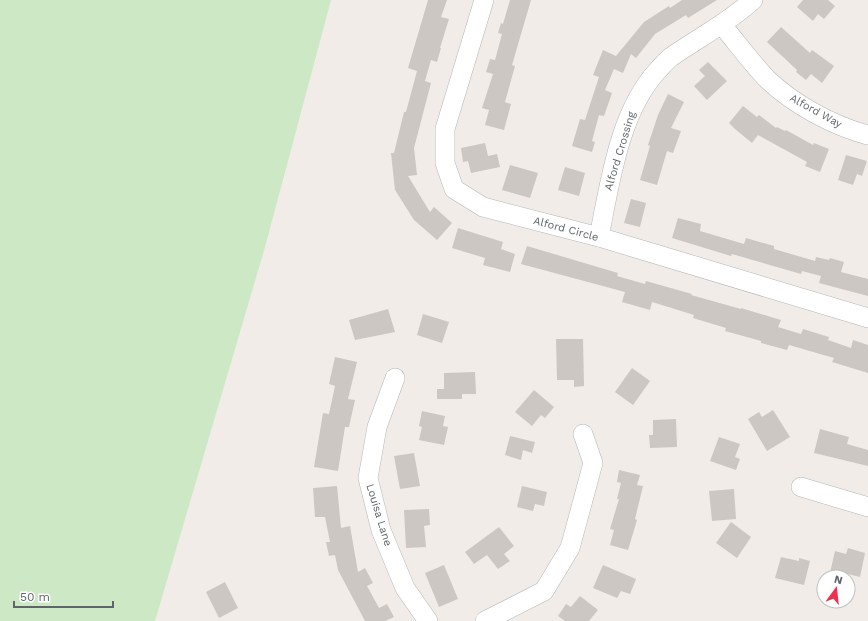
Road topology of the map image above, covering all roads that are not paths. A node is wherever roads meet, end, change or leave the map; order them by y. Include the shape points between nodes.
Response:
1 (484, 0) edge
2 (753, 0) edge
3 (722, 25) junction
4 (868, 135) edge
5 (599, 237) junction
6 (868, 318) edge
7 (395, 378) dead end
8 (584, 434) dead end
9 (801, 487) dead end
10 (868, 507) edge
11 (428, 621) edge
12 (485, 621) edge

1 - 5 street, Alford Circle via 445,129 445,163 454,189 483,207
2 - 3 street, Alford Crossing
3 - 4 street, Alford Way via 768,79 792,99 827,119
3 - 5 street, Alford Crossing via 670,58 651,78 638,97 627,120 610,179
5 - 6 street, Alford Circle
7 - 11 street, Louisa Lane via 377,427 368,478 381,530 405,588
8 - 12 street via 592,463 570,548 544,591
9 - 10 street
....................
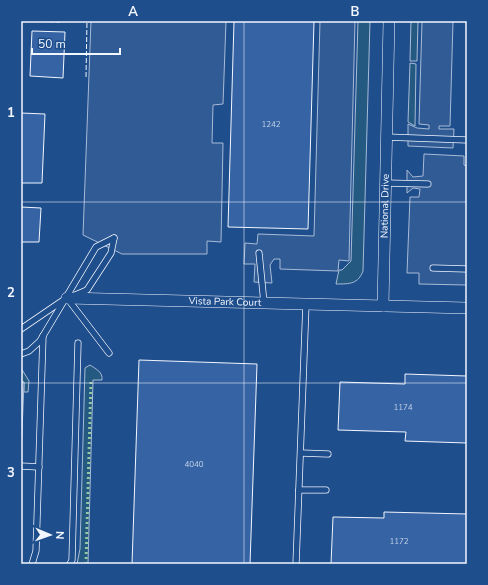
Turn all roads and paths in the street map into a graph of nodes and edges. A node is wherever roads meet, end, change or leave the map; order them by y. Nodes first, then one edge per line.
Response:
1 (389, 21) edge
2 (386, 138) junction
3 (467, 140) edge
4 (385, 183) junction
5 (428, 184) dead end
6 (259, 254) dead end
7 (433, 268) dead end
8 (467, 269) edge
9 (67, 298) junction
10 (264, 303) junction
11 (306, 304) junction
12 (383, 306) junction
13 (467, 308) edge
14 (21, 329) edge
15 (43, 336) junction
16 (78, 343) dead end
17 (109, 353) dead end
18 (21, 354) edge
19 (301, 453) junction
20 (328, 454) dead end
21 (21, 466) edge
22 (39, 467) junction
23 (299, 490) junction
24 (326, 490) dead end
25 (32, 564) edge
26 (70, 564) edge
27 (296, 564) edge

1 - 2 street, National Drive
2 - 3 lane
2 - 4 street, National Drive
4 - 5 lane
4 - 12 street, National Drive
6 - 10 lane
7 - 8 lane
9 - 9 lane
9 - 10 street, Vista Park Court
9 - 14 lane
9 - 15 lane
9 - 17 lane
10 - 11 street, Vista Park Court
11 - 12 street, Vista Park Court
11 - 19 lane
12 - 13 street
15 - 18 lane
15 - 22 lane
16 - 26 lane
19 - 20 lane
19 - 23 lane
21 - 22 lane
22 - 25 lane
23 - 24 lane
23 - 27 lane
....................
Give the number of lines in the entries that hold the string "meet", and add nothing else.

### WRITTEN REPLY
2